BEGIN RECORDS FOR THE EXERCISE

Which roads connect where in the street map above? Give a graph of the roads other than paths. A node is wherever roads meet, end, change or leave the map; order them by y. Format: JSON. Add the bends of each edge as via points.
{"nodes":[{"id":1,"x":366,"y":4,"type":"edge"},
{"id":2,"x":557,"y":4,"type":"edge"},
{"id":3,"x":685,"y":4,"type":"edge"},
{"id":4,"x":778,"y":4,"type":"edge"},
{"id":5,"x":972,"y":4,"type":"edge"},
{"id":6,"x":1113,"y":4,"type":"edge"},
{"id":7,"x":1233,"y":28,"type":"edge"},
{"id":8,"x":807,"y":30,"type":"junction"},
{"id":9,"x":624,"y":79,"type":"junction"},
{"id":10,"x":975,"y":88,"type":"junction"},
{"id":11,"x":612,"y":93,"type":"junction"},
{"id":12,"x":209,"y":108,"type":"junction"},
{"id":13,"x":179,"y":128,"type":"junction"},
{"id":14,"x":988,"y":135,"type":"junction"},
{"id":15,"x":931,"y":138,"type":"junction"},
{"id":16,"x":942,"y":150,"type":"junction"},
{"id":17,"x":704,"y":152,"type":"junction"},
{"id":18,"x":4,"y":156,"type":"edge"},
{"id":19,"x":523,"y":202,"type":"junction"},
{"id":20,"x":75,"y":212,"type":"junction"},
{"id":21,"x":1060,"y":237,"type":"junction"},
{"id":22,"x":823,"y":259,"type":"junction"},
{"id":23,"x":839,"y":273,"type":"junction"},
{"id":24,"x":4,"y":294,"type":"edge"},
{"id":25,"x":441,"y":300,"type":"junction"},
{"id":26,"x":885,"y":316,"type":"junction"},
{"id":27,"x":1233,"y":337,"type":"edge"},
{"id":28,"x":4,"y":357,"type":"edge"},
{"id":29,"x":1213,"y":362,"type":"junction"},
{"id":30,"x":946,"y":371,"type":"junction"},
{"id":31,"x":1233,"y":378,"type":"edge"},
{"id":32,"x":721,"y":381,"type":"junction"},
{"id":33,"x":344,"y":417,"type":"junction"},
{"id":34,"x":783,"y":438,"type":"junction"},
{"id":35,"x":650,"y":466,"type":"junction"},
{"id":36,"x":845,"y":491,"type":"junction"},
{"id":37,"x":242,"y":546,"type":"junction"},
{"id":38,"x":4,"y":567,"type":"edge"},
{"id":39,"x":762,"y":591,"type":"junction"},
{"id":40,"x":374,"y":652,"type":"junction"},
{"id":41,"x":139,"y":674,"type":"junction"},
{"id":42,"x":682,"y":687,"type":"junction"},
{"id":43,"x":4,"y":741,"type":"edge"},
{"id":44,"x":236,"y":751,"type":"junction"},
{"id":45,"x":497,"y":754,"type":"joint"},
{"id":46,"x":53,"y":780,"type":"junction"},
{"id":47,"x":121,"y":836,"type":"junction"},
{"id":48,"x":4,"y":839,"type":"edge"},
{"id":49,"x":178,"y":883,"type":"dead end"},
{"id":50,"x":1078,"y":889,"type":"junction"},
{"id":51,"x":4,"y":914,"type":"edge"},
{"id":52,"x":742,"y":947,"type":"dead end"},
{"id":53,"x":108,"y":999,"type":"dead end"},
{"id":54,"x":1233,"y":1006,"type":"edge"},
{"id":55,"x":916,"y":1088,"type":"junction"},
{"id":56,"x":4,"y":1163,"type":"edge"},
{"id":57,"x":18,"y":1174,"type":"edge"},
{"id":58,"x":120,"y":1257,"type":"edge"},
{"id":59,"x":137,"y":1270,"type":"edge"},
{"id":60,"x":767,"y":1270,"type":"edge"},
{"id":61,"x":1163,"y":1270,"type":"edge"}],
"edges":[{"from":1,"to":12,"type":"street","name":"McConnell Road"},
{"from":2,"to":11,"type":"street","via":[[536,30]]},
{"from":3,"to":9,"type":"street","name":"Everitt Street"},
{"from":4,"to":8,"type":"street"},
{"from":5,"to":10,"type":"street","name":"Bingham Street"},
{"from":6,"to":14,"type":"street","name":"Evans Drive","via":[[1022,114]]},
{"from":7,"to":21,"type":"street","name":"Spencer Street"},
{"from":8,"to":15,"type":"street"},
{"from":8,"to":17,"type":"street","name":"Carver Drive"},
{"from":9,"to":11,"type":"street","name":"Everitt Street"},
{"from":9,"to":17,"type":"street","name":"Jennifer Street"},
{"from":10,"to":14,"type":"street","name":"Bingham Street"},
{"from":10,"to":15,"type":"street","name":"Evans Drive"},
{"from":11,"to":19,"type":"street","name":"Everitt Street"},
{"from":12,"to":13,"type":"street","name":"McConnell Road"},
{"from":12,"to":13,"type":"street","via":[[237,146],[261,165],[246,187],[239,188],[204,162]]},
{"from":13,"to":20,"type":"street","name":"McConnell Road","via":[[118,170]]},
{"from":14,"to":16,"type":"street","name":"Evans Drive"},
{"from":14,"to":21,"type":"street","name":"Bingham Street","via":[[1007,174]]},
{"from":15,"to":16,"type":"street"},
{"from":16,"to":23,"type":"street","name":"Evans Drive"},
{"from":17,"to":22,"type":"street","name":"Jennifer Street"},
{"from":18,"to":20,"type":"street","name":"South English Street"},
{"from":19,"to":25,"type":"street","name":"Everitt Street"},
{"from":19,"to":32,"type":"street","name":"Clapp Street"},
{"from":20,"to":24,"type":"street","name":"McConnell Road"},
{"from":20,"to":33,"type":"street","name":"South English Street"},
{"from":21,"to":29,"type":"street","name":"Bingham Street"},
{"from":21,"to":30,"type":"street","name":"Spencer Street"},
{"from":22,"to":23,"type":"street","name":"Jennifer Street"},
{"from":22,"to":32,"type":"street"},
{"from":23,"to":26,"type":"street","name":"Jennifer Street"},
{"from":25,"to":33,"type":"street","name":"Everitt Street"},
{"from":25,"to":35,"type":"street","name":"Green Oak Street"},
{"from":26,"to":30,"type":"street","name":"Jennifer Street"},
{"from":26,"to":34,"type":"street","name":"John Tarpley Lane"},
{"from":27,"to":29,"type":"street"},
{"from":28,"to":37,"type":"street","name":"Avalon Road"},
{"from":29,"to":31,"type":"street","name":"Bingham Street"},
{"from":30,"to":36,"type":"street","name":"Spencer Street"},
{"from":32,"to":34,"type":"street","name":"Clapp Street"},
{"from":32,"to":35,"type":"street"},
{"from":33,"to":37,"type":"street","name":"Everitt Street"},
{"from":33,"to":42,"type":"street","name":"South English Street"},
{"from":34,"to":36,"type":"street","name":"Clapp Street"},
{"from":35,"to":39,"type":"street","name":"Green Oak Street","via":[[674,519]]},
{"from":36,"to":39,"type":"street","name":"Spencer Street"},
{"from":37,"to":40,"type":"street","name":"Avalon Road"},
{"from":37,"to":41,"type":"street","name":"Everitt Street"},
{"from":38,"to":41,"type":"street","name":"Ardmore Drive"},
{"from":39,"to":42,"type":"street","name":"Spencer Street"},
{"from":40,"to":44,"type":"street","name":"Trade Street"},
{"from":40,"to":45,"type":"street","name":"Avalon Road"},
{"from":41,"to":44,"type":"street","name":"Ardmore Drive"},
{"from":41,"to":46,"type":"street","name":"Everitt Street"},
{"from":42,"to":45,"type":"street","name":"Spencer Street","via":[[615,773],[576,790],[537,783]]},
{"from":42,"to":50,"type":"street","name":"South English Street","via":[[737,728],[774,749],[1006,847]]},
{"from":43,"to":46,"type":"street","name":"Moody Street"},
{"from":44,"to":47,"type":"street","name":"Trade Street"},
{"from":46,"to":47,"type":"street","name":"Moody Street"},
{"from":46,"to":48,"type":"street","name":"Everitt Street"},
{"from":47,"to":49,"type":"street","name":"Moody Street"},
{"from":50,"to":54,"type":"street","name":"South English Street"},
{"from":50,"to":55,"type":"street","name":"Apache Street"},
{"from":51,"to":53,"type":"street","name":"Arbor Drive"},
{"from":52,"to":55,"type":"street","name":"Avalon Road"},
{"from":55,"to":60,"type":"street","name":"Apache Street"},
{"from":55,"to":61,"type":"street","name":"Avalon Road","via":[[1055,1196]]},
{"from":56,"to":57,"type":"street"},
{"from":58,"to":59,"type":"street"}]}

END RECORDS FOR THE EXERCISE

WHAT YOU WILL DO >>
Of the entries above, tally the lines with "English" in them. Only the total should be given.

SOLUTION TO THE EXERCISE >>
5